If they save the changes nearly simultaneously, one of them won’t see the changes he introduced. If you want to avoid this or similar problems, you can introduce the locking of the records.

There are two types of locking: optimistic (positive) and pessimistic (negative). Let’s take a look at them.

Optimistic locking

In optimistic locking, you assume another person won’t update the same record simultaneously. If this is going to happen, the application should raise an error.

This behaviour is controlled with a column called lock_version. Add this column to your model, and Rails will automatically apply optimistic locking. This is what it looks like in practice when you have the lock_version column in your table:

company1 = Company.find(1)
company2 = Company.find(1)

company1.title = "Great company"
company1.save # => true

company2.title = "Awesome company"
company2.save # Attempted to update a stale object: Job. (ActiveRecord::StaleObjectError)

The second update will be rollbacked as someone has updated the record in the meantime. In this example, we process both records in the same console, but in real applications, it will control concurrent processes.

We name it optimistic locking because we allow reading the record, and we assume there will be no conflicts,s so there is no need to lock exclusively and disallow other people from dealing with this record.

Pessimistic locking

In the pessimistic mode, you eliminate the case where some other process will update or even fetch the record when the transaction is not committed. Let’s consider this case:

company = Company.find(1)

company.with_lock do
  sleep(10)
  company.update(title: 'Awesome')
end

The transaction will just hang for 10 seconds. You can open another terminal window and try to update the record:

company = Company.find(1)
company.update(title: 'Great')

You won’t be able to do this.
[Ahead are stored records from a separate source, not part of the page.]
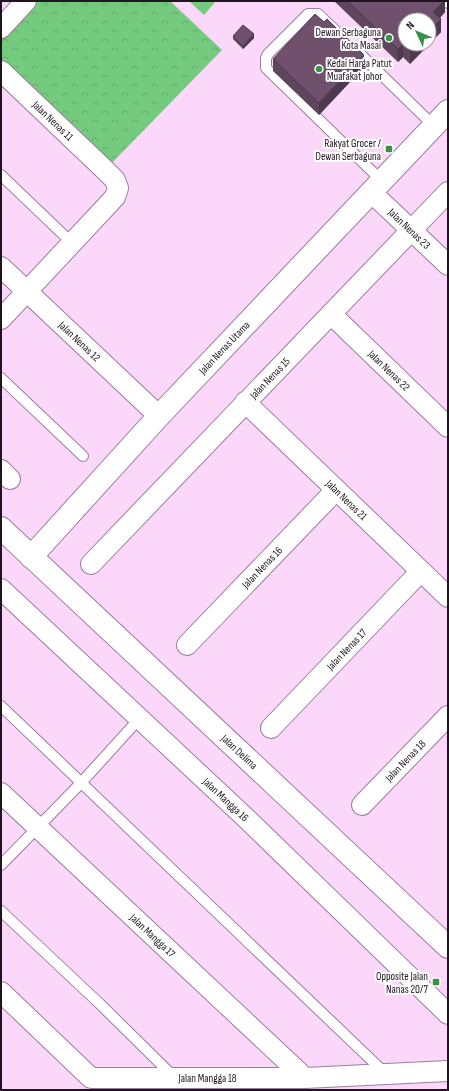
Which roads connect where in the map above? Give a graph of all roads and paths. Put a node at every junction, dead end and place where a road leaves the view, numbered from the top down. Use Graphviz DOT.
graph roads {
  1 [pos="26,1"];
  2 [pos="446,1"];
  3 [pos="448,3"];
  4 [pos="1,28"];
  5 [pos="1,71"];
  6 [pos="441,118"];
  7 [pos="1,175"];
  8 [pos="376,187"];
  9 [pos="448,192"];
  10 [pos="411,230"];
  11 [pos="72,243"];
  12 [pos="448,265"];
  13 [pos="1,266"];
  14 [pos="27,291"];
  15 [pos="330,314"];
  16 [pos="1,319"];
  17 [pos="1,378"];
  18 [pos="245,402"];
  19 [pos="159,416"];
  20 [pos="448,427"];
  21 [pos="83,456"];
  22 [pos="336,490"];
  23 [pos="1,528"];
  24 [pos="31,556"];
  25 [pos="91,564"];
  26 [pos="421,571"];
  27 [pos="1,589"];
  28 [pos="448,597"];
  29 [pos="187,645"];
  30 [pos="1,706"];
  31 [pos="448,716"];
  32 [pos="139,719"];
  33 [pos="271,728"];
  34 [pos="81,783"];
  35 [pos="1,793"];
  36 [pos="362,805"];
  37 [pos="38,827"];
  38 [pos="1,865"];
  39 [pos="1,911"];
  40 [pos="448,947"];
  41 [pos="1,992"];
  42 [pos="448,1014"];
  43 [pos="448,1071"];
  44 [pos="386,1074"];
  45 [pos="175,1078"];
  46 [pos="305,1078"];
  47 [pos="93,1084"];
  1 -- 4 [label="street"];
  2 -- 3 [label="lane"];
  5 -- 11 [label="street, Jalan Nenas 11"];
  6 -- 8 [label="street, Jalan Nenas Utama"];
  6 -- 8 [label="lane"];
  7 -- 11 [label="lane"];
  8 -- 10 [label="street, Jalan Nenas 23"];
  8 -- 19 [label="street, Jalan Nenas Utama"];
  9 -- 10 [label="street, Jalan Nenas 15"];
  10 -- 12 [label="street, Jalan Nenas 23"];
  10 -- 15 [label="street, Jalan Nenas 15"];
  11 -- 14 [label="street, Jalan Nenas 11"];
  13 -- 14 [label="street, Jalan Nenas 12"];
  14 -- 16 [label="street, Jalan Nenas 11"];
  14 -- 19 [label="street, Jalan Nenas 12"];
  15 -- 18 [label="street, Jalan Nenas 15"];
  15 -- 20 [label="street, Jalan Nenas 22"];
  17 -- 21 [label="lane"];
  18 -- 22 [label="street, Jalan Nenas 21"];
  18 -- 25 [label="street, Jalan Nenas 15"];
  19 -- 24 [label="street, Jalan Nenas Utama"];
  22 -- 26 [label="street, Jalan Nenas 21"];
  22 -- 29 [label="street, Jalan Nenas 16"];
  23 -- 24 [label="street"];
  24 -- 40 [label="street, Jalan Delima"];
  26 -- 28 [label="street, Jalan Nenas 21"];
  26 -- 33 [label="street, Jalan Nenas 17"];
  27 -- 32 [label="street, Jalan Mangga 16"];
  30 -- 34 [label="lane"];
  31 -- 36 [label="street, Jalan Nenas 18"];
  32 -- 34 [label="lane"];
  32 -- 42 [label="street, Jalan Mangga 16"];
  34 -- 37 [label="lane"];
  34 -- 44 [label="lane"];
  35 -- 37 [label="street, Jalan Mangga 17"];
  37 -- 38 [label="lane"];
  37 -- 46 [label="street, Jalan Mangga 17"];
  39 -- 45 [label="lane"];
  41 -- 47 [label="street, Jalan Mangga 18"];
  43 -- 44 [label="street, Jalan Mangga 18"];
  44 -- 46 [label="street, Jalan Mangga 18"];
  45 -- 46 [label="street, Jalan Mangga 18"];
  45 -- 47 [label="street, Jalan Mangga 18"];
}
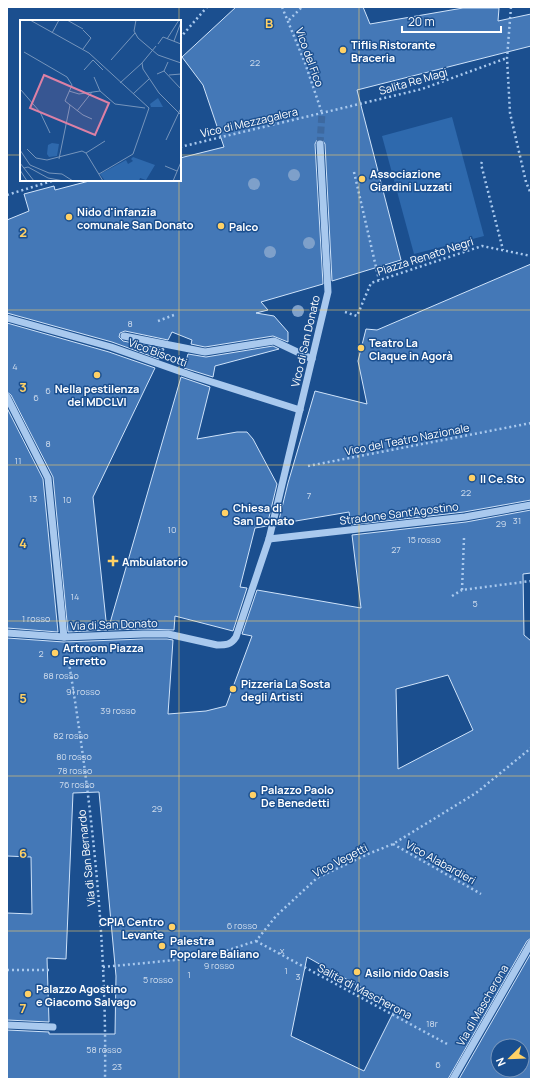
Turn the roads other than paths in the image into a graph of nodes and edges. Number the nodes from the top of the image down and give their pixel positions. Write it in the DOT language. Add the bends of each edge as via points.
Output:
graph roads {
  1 [pos="320,144"];
  2 [pos="7,318"];
  3 [pos="124,336"];
  4 [pos="312,359"];
  5 [pos="7,397"];
  6 [pos="300,410"];
  7 [pos="531,505"];
  8 [pos="270,539"];
  9 [pos="7,633"];
  10 [pos="64,637"];
  11 [pos="531,943"];
  12 [pos="7,1024"];
  13 [pos="53,1027"];
  14 [pos="453,1079"];
  1 -- 4 [label="street, Vico di San Donato" via="328,292"];
  2 -- 6 [label="street, Vico Biscotti" via="111,347"];
  3 -- 4 [label="street" via="205,352 274,341"];
  4 -- 6 [label="street, Vico di San Donato"];
  5 -- 10 [label="street, Via di San Donato" via="48,478"];
  6 -- 8 [label="street, Vico di San Donato"];
  7 -- 8 [label="street, Stradone Sant'Agostino" via="465,517"];
  8 -- 10 [label="street, Via di San Donato" via="233,643 218,645 168,634"];
  9 -- 10 [label="street"];
  11 -- 14 [label="street, Via di Mascherona"];
  12 -- 13 [label="street"];
}
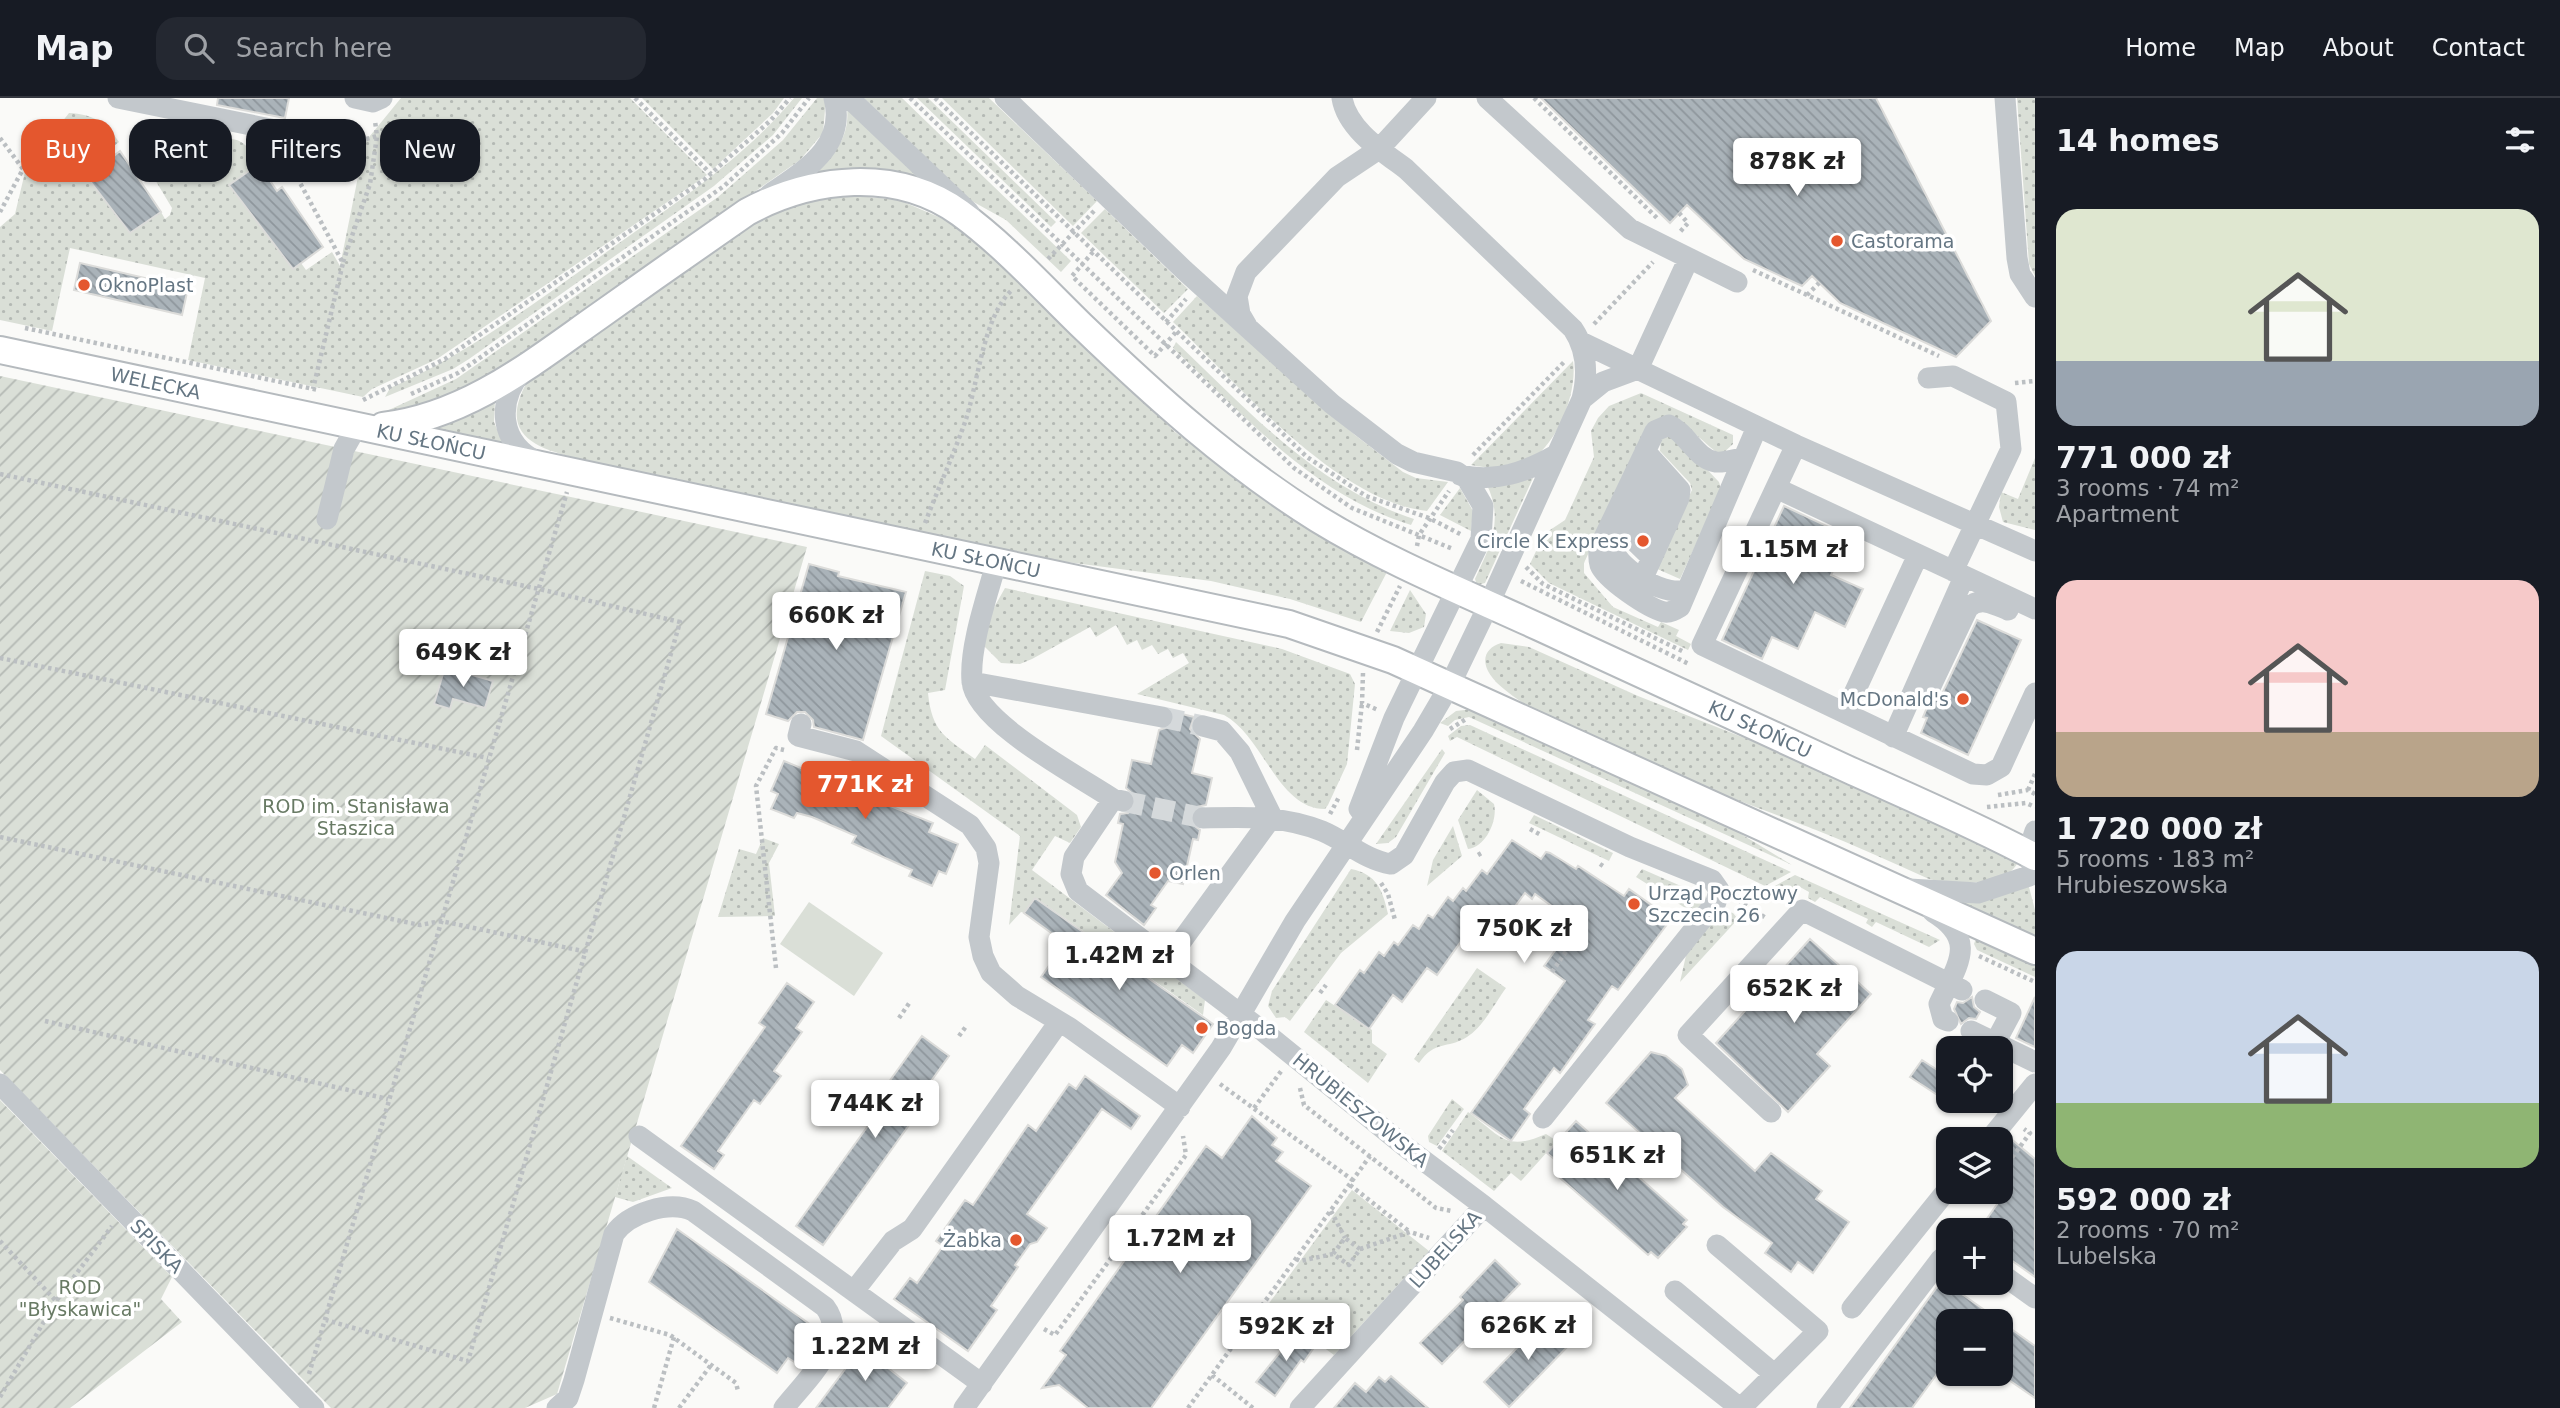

The second transaction will hang until the locked one is finished. After the first transaction is finished, the second will finish, and both users will see the title as "Great".

If you would avoid fetching the record if the locked record is updated, you would have to replace Company.find(1) with Company.lock.find(1). There are a few ways you can lock records with Rails, but since this article is just an introduction, I won’t go into details about it.

Integer vs. UUID as the primary key

In a typical Rails application, integers are used as the primary keys for your tables. However, sometimes you may need to use UUID instead, especially if you plan to expose the primary key to the users of the application or external systems.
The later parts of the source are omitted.